By the early 19th century, with some 60,000 Indians each keeping six to 15 horses, the 30 million bison of these arid grasslands competed for forage and water with 360,000 to 900,000 domesticated horses and an additional two million feral ones.

Pennsylvania-born George Catlin, the first artist to champion Native Americans, bison, and the concept of a national park to preserve them both, described in his copious writings how the Blackfeet and Crows, Sioux and Assiniboin moved six or eight times each summer “following the immense herds of buffaloes, as they range over these vast plains, from east to west, and north to south.” They hunted them not only for the six or seven animals required per person each year for food, lodging, clothing, and intertribal trade, but also for barter “for white man’s luxury” with John Jacob Astor’s American Fur Company (later owned by the appropriately named R. Crooks). Soon, the Plains tribes alone were supplying 100,000 hide robes to traders each year.

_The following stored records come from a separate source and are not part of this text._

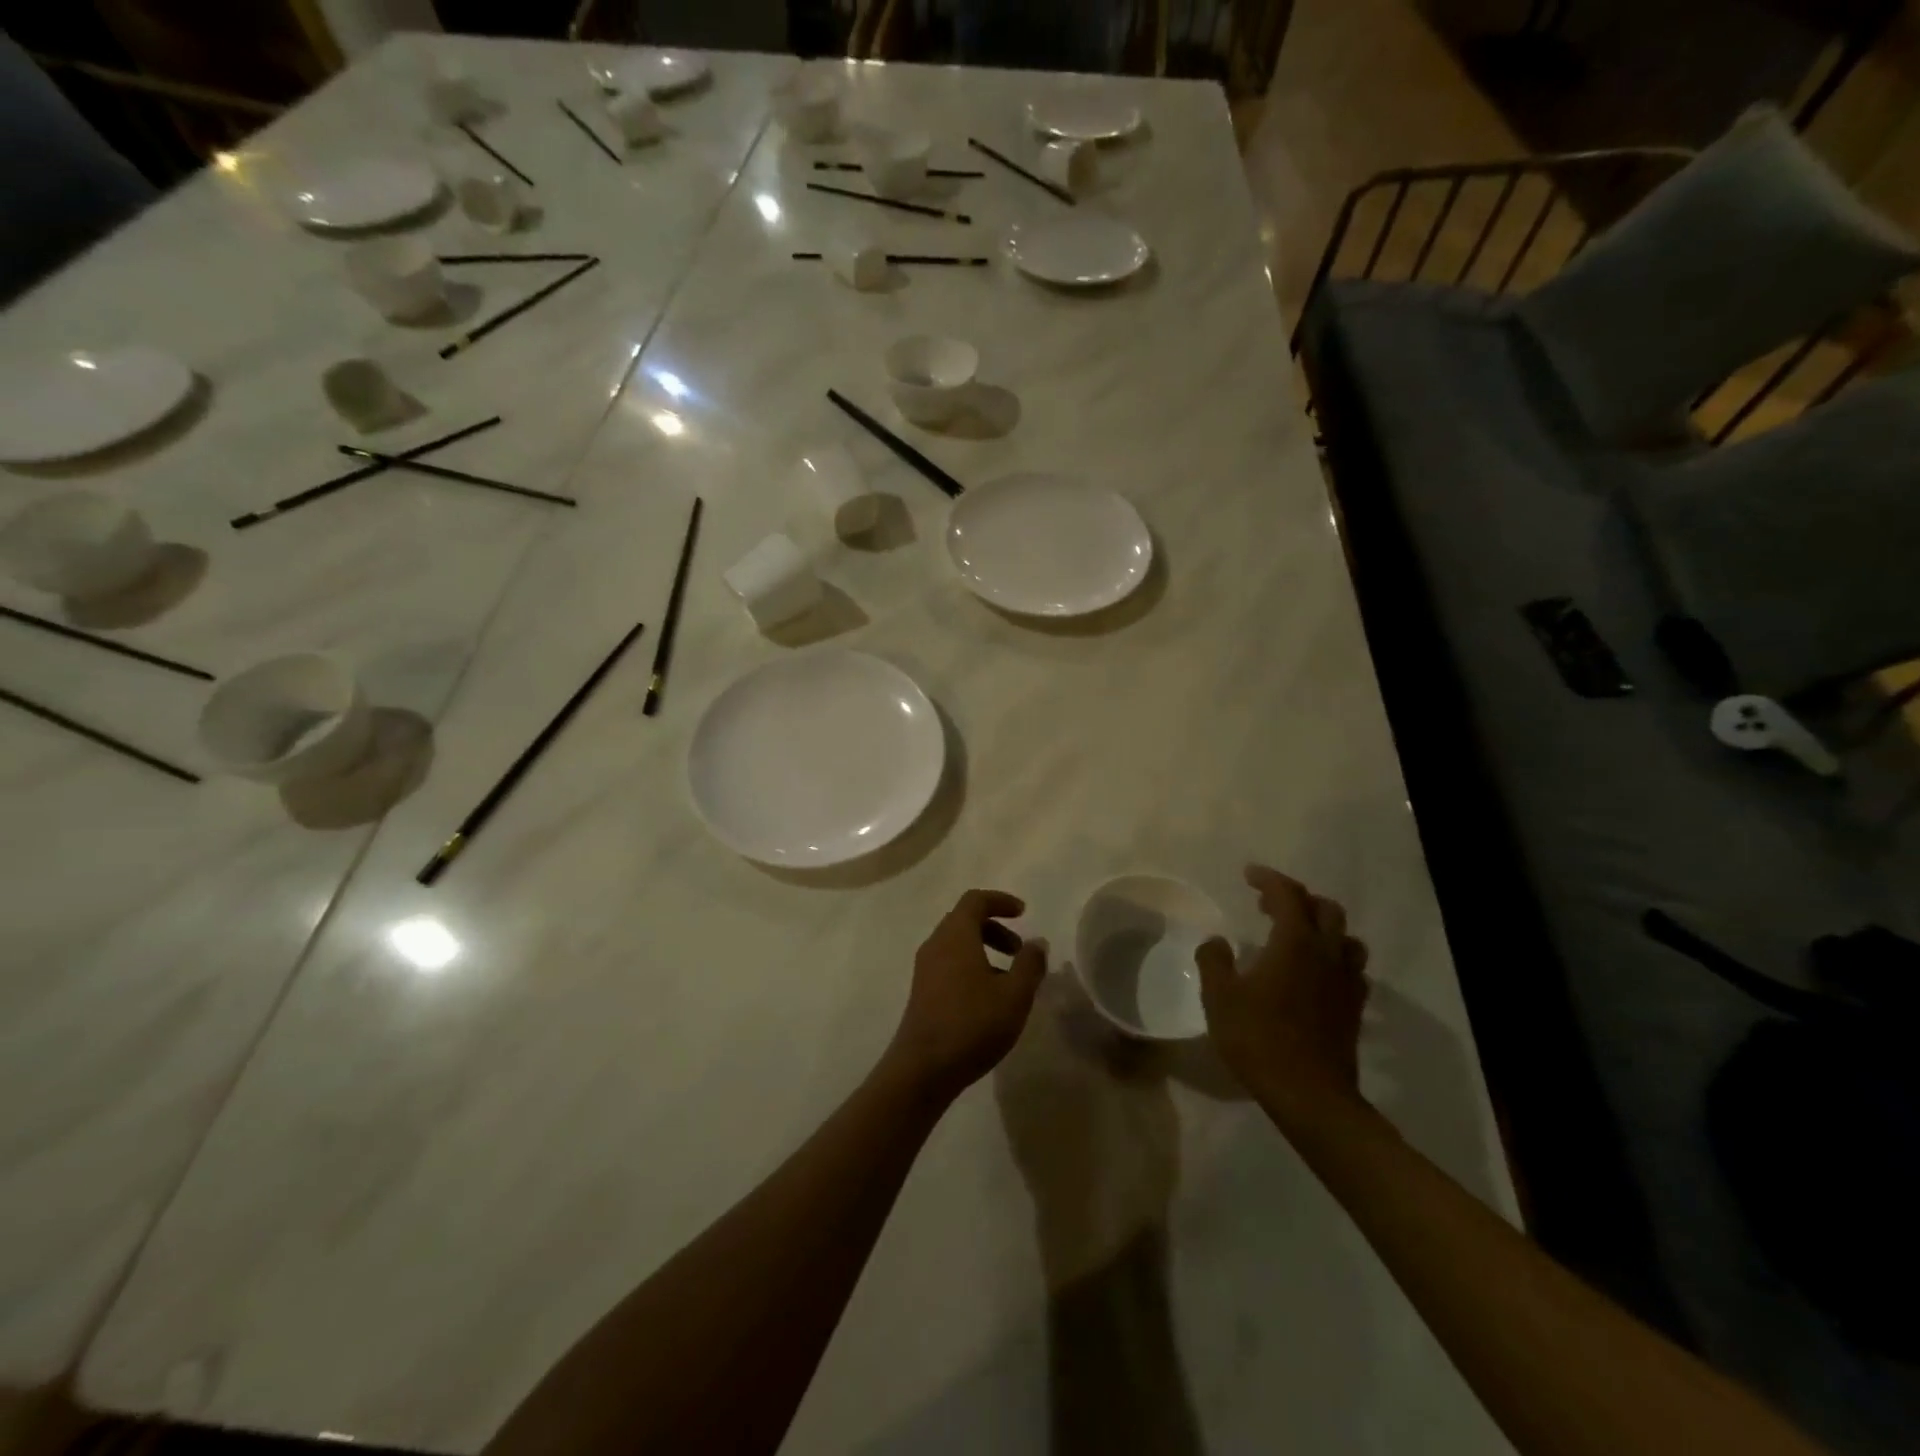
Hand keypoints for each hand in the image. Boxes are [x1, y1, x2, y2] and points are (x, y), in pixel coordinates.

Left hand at [884, 890, 1046, 1103]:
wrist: (923, 1068)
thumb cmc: (972, 1024)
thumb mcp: (1014, 995)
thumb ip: (1030, 964)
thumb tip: (1036, 942)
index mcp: (955, 935)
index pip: (975, 900)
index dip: (1000, 901)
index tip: (1023, 913)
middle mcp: (936, 944)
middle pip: (965, 920)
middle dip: (995, 929)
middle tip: (1020, 951)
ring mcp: (925, 969)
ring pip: (957, 944)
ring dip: (985, 950)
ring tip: (1010, 980)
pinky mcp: (922, 991)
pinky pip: (949, 964)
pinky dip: (972, 966)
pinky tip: (989, 999)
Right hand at [1196, 866, 1370, 1115]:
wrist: (1310, 1095)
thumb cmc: (1259, 1039)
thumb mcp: (1220, 997)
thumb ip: (1214, 962)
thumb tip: (1217, 942)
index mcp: (1295, 942)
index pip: (1287, 895)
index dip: (1268, 879)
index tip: (1249, 875)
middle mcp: (1327, 954)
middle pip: (1325, 909)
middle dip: (1298, 898)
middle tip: (1269, 905)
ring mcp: (1346, 982)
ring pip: (1346, 938)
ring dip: (1323, 927)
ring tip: (1297, 935)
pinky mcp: (1354, 1009)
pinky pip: (1351, 969)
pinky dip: (1333, 958)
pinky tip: (1316, 973)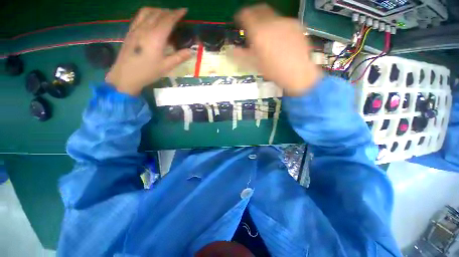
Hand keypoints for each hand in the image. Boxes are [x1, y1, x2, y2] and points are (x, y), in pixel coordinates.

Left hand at [106, 8, 191, 94]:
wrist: (126, 75)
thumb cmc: (148, 72)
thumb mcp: (166, 67)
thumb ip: (179, 57)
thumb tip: (191, 51)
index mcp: (156, 37)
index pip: (168, 20)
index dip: (177, 14)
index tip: (184, 10)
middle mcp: (145, 28)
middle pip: (158, 13)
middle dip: (169, 11)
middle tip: (177, 14)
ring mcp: (136, 28)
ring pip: (147, 12)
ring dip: (158, 10)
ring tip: (165, 14)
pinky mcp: (130, 31)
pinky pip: (139, 16)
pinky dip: (148, 13)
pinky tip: (151, 19)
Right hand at [232, 4, 321, 95]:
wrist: (298, 73)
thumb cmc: (273, 71)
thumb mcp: (254, 65)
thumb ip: (240, 56)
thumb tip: (229, 51)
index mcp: (259, 32)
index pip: (246, 15)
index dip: (240, 16)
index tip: (239, 20)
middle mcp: (271, 22)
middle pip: (259, 10)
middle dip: (253, 14)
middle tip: (251, 23)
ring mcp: (286, 22)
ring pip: (272, 16)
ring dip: (266, 21)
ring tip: (266, 34)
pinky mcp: (296, 25)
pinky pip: (283, 22)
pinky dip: (277, 26)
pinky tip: (280, 39)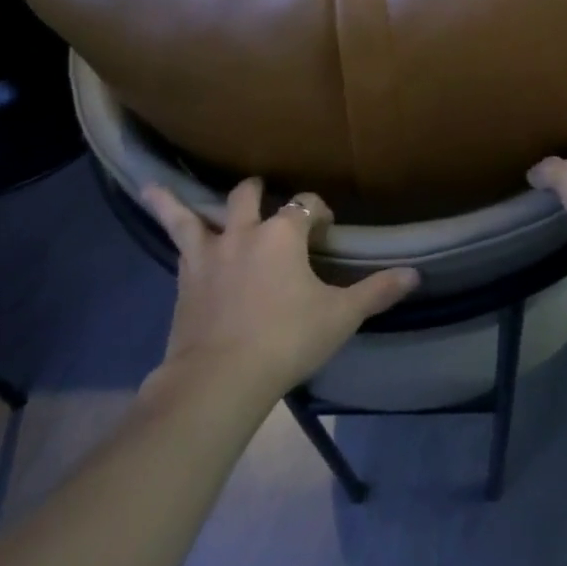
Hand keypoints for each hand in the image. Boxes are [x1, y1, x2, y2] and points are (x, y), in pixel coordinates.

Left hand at [143, 179, 419, 401]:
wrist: (219, 379)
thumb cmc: (286, 340)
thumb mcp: (340, 316)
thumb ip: (377, 291)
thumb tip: (416, 274)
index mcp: (283, 234)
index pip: (305, 205)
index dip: (318, 212)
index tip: (327, 229)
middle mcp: (244, 232)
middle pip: (249, 195)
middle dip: (260, 193)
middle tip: (268, 201)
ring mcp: (208, 253)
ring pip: (195, 215)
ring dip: (181, 201)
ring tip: (158, 186)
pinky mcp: (184, 277)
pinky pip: (174, 241)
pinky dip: (164, 220)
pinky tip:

During Catlin’s six years of travel (1830-36) that took him 2,000 miles past St. Louis up the Missouri River, through Arkansas and Comanche Territory, and all along the Mississippi, he visited some 48 tribes and painted more than 500 exuberantly colored “naïve” works, hauling his pigments and canvases, writing, and collecting artifacts. Between producing spirited portraits, he participated in carefully orchestrated communal bison hunts that he captured in dozens of oils and later in hand-tinted lithographs. (See americanart.si.edu/catlin/highlights)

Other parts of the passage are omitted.